EXERCISE
Copy the lines exactly as they appear, starting with the first line of the records and ending with the line that contains "Build a routing".

EXTRACTED MATERIAL

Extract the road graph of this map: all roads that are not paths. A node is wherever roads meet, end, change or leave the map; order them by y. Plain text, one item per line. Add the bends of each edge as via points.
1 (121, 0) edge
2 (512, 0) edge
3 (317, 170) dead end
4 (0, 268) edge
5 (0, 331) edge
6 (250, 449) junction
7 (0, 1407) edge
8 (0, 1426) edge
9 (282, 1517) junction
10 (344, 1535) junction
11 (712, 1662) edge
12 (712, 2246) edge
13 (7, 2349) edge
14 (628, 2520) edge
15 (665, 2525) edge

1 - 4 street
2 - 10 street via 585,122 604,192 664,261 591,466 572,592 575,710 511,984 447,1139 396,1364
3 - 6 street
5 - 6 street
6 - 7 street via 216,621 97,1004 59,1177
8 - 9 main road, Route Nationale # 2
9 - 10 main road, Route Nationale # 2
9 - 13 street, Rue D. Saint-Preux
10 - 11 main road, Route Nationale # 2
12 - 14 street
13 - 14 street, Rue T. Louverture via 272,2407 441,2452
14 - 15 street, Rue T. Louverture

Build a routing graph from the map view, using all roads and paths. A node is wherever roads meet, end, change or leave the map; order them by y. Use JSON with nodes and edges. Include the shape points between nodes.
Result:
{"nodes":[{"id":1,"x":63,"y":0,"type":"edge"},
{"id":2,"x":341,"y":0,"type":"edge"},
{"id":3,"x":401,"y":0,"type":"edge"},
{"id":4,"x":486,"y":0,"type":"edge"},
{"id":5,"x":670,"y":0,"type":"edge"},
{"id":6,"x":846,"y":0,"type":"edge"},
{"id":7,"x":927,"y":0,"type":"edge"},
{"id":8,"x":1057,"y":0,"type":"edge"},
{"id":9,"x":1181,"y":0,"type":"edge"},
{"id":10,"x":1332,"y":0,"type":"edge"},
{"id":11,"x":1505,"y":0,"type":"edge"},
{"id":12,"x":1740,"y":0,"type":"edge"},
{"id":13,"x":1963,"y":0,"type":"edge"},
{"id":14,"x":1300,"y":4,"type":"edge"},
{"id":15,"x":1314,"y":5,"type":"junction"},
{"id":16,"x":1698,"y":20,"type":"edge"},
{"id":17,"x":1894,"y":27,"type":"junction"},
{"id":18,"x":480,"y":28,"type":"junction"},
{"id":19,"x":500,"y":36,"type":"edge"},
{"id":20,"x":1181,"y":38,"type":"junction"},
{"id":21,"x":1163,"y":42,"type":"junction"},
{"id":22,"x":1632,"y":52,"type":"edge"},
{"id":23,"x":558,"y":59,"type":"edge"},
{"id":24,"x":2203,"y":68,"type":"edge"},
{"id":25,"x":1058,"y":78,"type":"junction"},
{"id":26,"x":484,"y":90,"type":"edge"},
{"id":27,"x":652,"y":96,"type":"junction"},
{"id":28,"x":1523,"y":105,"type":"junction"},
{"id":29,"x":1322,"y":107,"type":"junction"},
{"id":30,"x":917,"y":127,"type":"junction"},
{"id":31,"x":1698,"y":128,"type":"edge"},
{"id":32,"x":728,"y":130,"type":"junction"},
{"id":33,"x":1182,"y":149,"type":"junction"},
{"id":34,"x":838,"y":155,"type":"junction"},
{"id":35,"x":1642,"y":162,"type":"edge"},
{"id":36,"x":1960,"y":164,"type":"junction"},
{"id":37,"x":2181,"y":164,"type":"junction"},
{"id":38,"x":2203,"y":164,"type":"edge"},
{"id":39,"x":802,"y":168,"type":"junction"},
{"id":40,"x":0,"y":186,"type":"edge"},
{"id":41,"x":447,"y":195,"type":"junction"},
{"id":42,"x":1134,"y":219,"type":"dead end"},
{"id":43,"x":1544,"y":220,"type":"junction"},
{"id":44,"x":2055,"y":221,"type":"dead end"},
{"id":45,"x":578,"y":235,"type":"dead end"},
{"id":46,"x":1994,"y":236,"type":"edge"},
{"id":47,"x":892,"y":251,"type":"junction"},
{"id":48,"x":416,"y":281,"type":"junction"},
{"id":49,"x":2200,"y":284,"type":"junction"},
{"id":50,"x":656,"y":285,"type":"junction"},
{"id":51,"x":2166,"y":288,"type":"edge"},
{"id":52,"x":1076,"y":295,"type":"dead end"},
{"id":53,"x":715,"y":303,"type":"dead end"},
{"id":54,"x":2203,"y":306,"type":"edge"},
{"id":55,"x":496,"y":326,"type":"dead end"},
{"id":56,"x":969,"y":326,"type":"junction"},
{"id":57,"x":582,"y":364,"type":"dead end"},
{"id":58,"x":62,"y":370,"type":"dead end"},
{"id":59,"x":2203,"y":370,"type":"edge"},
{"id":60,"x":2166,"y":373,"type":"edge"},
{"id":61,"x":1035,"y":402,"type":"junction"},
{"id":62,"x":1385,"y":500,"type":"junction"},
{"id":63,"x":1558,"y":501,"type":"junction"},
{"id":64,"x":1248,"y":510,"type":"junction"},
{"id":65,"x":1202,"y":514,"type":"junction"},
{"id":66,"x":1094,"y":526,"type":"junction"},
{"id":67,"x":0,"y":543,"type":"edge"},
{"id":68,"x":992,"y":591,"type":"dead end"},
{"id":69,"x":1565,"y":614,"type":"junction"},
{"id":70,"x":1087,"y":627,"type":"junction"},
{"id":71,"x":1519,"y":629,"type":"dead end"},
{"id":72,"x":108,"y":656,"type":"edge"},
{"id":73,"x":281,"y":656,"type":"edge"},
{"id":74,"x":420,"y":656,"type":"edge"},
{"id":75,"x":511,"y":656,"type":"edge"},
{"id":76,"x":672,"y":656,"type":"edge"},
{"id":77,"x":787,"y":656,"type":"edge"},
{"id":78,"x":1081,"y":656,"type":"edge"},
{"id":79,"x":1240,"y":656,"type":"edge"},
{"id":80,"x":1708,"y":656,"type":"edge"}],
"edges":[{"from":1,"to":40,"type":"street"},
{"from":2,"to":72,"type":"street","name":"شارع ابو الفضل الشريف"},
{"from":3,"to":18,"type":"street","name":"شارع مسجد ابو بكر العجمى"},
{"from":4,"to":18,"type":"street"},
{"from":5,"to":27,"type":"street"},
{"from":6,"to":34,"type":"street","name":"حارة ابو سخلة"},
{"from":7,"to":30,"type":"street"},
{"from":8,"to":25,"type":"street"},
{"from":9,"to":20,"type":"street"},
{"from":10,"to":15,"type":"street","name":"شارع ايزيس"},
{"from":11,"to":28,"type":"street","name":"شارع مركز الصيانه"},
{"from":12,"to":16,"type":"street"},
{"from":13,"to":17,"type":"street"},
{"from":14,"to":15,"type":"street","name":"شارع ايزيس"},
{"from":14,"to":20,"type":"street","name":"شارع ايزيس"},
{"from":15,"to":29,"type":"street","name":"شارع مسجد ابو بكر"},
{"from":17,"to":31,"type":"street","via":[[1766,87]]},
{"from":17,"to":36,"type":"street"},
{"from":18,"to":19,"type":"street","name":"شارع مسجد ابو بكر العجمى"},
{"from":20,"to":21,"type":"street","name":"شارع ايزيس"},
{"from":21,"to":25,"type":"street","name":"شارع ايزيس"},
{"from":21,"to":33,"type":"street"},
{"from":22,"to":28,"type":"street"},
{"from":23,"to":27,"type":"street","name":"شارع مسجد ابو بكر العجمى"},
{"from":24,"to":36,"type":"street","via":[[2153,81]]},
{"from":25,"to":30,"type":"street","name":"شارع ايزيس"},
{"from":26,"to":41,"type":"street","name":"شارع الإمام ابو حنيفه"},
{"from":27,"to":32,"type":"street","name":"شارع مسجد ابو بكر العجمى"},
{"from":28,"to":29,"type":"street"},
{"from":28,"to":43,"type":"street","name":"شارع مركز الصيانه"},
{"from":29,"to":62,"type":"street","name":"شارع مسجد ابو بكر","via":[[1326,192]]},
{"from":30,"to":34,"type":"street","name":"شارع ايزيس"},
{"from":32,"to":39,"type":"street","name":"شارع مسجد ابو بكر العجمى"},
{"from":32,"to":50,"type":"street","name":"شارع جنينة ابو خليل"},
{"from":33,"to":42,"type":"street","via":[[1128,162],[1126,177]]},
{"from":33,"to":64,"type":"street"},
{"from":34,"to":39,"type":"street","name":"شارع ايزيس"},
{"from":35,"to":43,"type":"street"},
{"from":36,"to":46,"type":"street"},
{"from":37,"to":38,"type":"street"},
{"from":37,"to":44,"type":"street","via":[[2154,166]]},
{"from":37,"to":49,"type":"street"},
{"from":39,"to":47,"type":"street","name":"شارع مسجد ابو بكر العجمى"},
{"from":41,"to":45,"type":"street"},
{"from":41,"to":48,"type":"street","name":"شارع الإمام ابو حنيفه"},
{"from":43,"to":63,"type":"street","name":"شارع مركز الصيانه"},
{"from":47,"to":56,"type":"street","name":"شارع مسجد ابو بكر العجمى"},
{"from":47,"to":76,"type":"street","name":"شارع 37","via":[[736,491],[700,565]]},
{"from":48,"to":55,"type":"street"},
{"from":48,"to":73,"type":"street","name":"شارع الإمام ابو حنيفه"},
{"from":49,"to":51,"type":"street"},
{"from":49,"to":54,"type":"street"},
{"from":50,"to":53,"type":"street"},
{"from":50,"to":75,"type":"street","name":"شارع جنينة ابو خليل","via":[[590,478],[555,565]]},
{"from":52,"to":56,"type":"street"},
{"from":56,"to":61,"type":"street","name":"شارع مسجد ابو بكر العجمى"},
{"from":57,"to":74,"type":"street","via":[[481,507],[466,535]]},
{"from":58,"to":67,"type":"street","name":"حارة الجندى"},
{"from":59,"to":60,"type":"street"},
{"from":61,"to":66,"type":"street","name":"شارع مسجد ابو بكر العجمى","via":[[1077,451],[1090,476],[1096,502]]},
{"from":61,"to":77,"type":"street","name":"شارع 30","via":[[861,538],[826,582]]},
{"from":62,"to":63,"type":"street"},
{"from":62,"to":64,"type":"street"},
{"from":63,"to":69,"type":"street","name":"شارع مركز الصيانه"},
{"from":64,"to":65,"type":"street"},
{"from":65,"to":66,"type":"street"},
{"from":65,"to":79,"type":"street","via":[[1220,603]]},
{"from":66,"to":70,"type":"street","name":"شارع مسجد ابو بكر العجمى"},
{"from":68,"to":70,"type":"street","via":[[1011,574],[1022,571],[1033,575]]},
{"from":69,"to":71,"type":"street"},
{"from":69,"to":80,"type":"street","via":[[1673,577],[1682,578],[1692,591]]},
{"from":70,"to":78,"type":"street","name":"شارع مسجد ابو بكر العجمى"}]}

ANSWER TO THIS EXERCISE
Extract the road graph of this map: all roads that are not paths. A node is wherever roads meet, end, change or leave the map; order them by y. Plain text, one item per line. Add the bends of each edge as via points.
1 (121, 0) edge
2 (512, 0) edge
3 (317, 170) dead end
4 (0, 268) edge
5 (0, 331) edge
6 (250, 449) junction
7 (0, 1407) edge
8 (0, 1426) edge
9 (282, 1517) junction
10 (344, 1535) junction
11 (712, 1662) edge
12 (712, 2246) edge
13 (7, 2349) edge
14 (628, 2520) edge
15 (665, 2525) edge

1 - 4 street
2 - 10 street via 585,122 604,192 664,261 591,466 572,592 575,710 511,984 447,1139 396,1364
3 - 6 street
5 - 6 street
6 - 7 street via 216,621 97,1004 59,1177
8 - 9 main road, Route Nationale # 2
9 - 10 main road, Route Nationale # 2
9 - 13 street, Rue D. Saint-Preux
10 - 11 main road, Route Nationale # 2
12 - 14 street
13 - 14 street, Rue T. Louverture via 272,2407 441,2452
14 - 15 street, Rue T. Louverture

Build a routing graph from the map view, using all roads and paths. A node is wherever roads meet, end, change or leave the map; order them by y. Use JSON with nodes and edges. Include the shape points between nodes.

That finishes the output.